Les séminaires ont lieu sur le Campus Montpellier SupAgro/INRA de La Gaillarde (2, place P. Viala Montpellier)
Jeudi 3 juillet 2008
Amphi 208 (Cœur d’Ecole) à 14h
New tools for motion analysis of time-lapse confocal laser scanning microscopy images: exploring the dynamics of Arabidopsis root growth
Scottish Crop Research Institute, Dundee, Scotland ; UMR Laboratoire d’Ecophysiologie des Plantes sous Stress Environnementaux
Existing methods using microscopy and digital imaging to investigate root morphogenesis and growth are typically limited in spatial and temporal resolution, providing little detailed information on the dynamics of tissue and cell expansion. Using methods from computer vision and statistical modelling, a new software tool – PlantVis – was developed for automated motion analysis of image sequences generated by time-lapse confocal laser scanning microscopy (CLSM). CLSM allows for optical sectioning and therefore imaging of living root tissue and cells in three dimensions.

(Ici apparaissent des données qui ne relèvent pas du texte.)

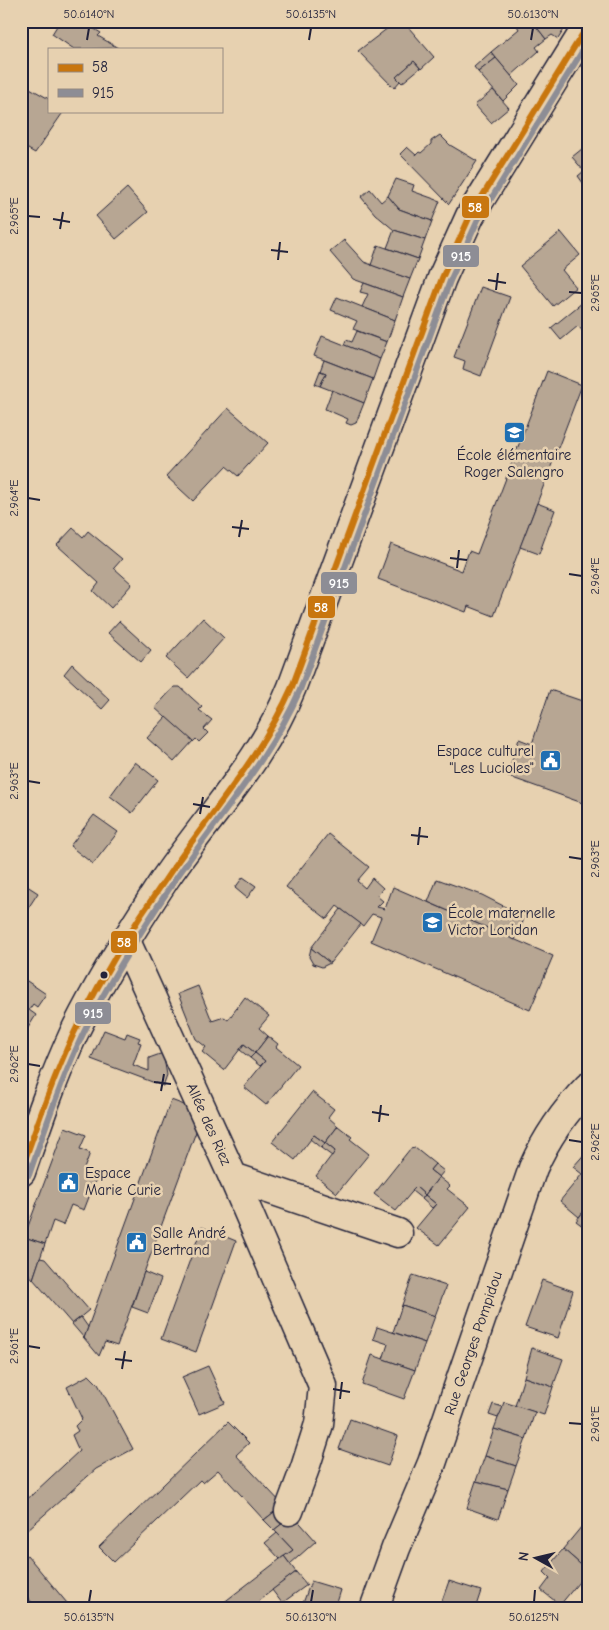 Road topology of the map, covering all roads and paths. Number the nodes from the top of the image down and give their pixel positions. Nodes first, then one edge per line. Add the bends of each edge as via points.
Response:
1 (588, 25) edge
2 (126, 941) junction
3 (588, 1087) edge
4 (21, 1172) edge
5 (233, 1177) junction
6 (398, 1233) dead end
7 (289, 1511) dead end
8 (374, 1609) edge

1 - 2 street via 457,241 278,718
2 - 4 street via 66,1051
2 - 5 street, Allée des Riez
3 - 8 street, Rue Georges Pompidou via 556,1123 542,1148 432,1463
5 - 6 street, Allée des Riez
5 - 7 street via 323,1386 319,1424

PlantVis estimates the displacements over time of local regions of pixels across the image sequence. It also provides an indication of the certainty of each such estimate. High certainty is indicated wherever local image structure and dynamics carry sufficient information to disambiguate the visual motion (given the modelling assumptions made by PlantVis). The resulting data enable detailed visualisation of the displacement of root tissue layers and even cells and cell walls, depending on the magnification. The data can be easily imported into statistical software like R for further analysis such as calculation of velocity profiles along the root axis. The tool is being applied in the analysis of changes in root growth dynamics and cell expansion in the elongation zone of Arabidopsis thaliana roots under the influence of abiotic stresses, including mechanical impedance, but potential applications are numerous and diverse. Motion analysis is not restricted to primary roots; time-lapse images of lateral root primordia, lateral roots and root hairs can be analysed provided that motion occurs in the focal plane of the lens. The three dimensional nature of root growth, due to circumnutation or gravitropic responses, is a strong motivation for the development of 3-D tracking procedures. Progress towards estimating motion of roots in 3-D is discussed.